In the words of an anonymous writer:
“it isn’t the problems that determine our
destiny, it’s how we respond.”
William Booth’s response was:
“heart to God and hand to man”,
and “soup, soap and salvation.” His
God-led vision has taken the Salvation Army to 131 countries around
the world. He knew that, alone, we can do so little but
together we can do so much. He was a
pragmatist to the end, living out Isaiah, chapter 1, verse 17:
“do good; seek justice”, and his final speech continues to
challenge to this day.
“While Women weep, as they do now, I’ll
fight; while children go hungry, as they do now, I’ll fight;
while men go to prison, in and out, in and out ... I’ll fight;
while there is a poor lost girl upon the streets, while there
remains one dark soul without the light of God, I’ll fight,
I’ll fight to the very end!”
The Salvation Army in Greenock has an
integrated mission approach between the church, the Greenock
floating support service for people who are at risk of losing
their housing tenancy and the Scottish drug and alcohol
strategy, which is a recovery programme for people with
addictions.
Support comes through not a match factory but a garage
project, which started when an unused garage became a meeting
place for all, whether people come for peer mentoring, to
prevent social isolation or to pick up a bargain at the garage
sale and recycle.
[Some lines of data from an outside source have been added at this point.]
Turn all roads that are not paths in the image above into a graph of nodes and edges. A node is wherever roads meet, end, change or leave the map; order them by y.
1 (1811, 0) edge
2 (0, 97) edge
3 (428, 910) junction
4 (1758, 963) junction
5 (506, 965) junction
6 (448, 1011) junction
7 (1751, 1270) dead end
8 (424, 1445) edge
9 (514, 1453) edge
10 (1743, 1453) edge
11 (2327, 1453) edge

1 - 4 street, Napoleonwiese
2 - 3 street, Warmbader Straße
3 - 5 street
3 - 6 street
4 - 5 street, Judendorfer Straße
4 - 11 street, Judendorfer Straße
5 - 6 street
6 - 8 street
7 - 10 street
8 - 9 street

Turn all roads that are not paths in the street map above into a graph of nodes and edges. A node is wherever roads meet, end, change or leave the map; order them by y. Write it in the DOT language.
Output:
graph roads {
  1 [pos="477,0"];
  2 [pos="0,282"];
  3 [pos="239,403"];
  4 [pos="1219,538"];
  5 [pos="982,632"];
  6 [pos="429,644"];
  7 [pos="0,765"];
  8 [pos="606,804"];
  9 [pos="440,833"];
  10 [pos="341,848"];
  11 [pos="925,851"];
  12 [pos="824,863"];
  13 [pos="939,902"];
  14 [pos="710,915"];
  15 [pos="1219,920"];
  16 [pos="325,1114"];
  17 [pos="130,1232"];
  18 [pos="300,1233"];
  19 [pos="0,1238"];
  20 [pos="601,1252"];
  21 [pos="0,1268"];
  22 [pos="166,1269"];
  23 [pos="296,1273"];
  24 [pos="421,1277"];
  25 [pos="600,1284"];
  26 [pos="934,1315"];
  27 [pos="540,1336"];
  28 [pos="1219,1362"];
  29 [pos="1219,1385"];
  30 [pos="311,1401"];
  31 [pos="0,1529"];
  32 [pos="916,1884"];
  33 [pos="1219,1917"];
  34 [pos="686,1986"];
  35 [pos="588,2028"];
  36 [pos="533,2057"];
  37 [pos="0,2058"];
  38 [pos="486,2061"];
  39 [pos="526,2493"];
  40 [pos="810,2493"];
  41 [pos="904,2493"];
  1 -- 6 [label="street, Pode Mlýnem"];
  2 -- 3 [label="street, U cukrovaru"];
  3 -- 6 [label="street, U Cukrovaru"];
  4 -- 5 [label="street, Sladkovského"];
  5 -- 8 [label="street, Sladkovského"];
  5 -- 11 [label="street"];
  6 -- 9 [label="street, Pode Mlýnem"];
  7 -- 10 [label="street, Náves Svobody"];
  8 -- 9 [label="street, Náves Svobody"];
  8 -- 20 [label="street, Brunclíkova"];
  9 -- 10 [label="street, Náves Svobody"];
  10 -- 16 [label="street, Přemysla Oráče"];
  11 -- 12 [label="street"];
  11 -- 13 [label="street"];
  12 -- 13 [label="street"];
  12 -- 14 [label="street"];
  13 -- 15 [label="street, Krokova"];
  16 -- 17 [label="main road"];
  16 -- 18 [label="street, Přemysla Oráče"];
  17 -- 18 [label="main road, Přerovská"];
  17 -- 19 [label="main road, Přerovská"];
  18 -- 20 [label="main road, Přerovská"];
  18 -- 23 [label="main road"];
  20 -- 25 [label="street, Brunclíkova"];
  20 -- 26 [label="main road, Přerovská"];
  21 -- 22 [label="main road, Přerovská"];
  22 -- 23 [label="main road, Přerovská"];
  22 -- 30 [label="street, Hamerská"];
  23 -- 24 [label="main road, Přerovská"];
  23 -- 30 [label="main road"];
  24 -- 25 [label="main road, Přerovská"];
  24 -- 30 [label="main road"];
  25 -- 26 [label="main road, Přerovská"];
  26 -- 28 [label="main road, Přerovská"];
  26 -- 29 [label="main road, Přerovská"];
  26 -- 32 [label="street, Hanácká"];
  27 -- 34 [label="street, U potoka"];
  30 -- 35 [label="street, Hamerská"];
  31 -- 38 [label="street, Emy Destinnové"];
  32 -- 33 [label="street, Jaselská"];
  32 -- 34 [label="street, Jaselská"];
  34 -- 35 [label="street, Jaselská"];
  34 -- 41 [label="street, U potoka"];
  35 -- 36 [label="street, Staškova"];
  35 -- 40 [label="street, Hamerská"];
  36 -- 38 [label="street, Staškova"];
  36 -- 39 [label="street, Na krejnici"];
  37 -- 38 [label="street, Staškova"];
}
The project continues to develop and we have
just received planning permission to extend, to create a shop
and a safe, multipurpose area for our employment plus
initiative.
Whether we are talking
about a match factory, a garage or the
Scottish Parliament, I close with the prayer of Reinhold
Niebuhr:
God, give us grace to accept with
serenity
the things that cannot be changed,
courage to change the things
which should be changed,
and the wisdom to distinguish
the one from the other.
Amen.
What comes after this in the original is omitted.